#### [ASSIGNMENT]
Only lines containing "広島海田線" are wanted from the data below. Copy those lines.

#### [ENTRIES SUPPLIED]
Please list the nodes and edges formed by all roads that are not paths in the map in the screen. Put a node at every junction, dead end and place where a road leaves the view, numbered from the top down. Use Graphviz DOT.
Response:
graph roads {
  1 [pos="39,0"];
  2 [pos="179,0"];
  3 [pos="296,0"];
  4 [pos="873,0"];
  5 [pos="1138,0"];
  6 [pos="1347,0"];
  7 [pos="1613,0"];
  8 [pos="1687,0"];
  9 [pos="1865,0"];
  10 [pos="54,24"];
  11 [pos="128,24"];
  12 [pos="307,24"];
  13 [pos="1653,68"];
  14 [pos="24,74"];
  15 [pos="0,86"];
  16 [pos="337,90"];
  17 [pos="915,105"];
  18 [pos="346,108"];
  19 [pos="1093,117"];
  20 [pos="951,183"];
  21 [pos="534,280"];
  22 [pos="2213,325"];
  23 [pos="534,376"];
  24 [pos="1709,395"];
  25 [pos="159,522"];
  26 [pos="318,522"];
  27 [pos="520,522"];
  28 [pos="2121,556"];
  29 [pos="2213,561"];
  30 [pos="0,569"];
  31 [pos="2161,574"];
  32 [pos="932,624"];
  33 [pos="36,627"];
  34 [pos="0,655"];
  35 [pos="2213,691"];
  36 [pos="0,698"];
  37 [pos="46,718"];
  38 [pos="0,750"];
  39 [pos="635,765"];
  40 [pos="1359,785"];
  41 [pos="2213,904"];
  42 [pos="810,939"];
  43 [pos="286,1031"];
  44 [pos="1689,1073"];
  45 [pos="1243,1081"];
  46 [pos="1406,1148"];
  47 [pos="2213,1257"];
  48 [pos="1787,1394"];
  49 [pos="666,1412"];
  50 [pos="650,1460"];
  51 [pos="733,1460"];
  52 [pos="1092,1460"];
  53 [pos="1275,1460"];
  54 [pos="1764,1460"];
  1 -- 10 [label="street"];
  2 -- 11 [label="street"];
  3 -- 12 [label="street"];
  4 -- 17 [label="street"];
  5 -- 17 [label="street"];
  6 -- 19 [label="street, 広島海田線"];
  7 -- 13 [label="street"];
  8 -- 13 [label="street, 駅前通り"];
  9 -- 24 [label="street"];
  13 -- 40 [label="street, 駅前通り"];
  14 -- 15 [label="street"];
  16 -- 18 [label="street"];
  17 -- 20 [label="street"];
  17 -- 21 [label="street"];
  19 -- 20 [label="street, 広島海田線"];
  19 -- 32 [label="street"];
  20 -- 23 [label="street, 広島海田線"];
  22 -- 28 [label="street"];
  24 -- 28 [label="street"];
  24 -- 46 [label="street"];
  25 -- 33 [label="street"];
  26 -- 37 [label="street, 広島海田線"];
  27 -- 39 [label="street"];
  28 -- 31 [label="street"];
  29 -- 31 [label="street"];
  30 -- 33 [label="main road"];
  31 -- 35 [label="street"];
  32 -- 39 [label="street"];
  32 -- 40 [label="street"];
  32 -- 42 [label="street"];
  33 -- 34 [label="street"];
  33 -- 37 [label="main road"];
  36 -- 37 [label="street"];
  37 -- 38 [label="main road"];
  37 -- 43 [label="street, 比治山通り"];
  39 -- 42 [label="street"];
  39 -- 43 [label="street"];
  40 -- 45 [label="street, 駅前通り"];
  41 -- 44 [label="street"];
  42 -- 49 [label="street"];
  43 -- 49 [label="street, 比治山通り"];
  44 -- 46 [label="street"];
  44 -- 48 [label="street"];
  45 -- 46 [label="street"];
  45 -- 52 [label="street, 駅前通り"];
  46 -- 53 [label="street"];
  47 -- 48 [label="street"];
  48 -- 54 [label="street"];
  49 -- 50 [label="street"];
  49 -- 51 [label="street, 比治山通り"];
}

#### [OUTPUT FOR THIS EXERCISE]
  6 -- 19 [label="street, 広島海田線"];
  19 -- 20 [label="street, 広島海田線"];
  20 -- 23 [label="street, 広島海田線"];
  26 -- 37 [label="street, 広島海田線"];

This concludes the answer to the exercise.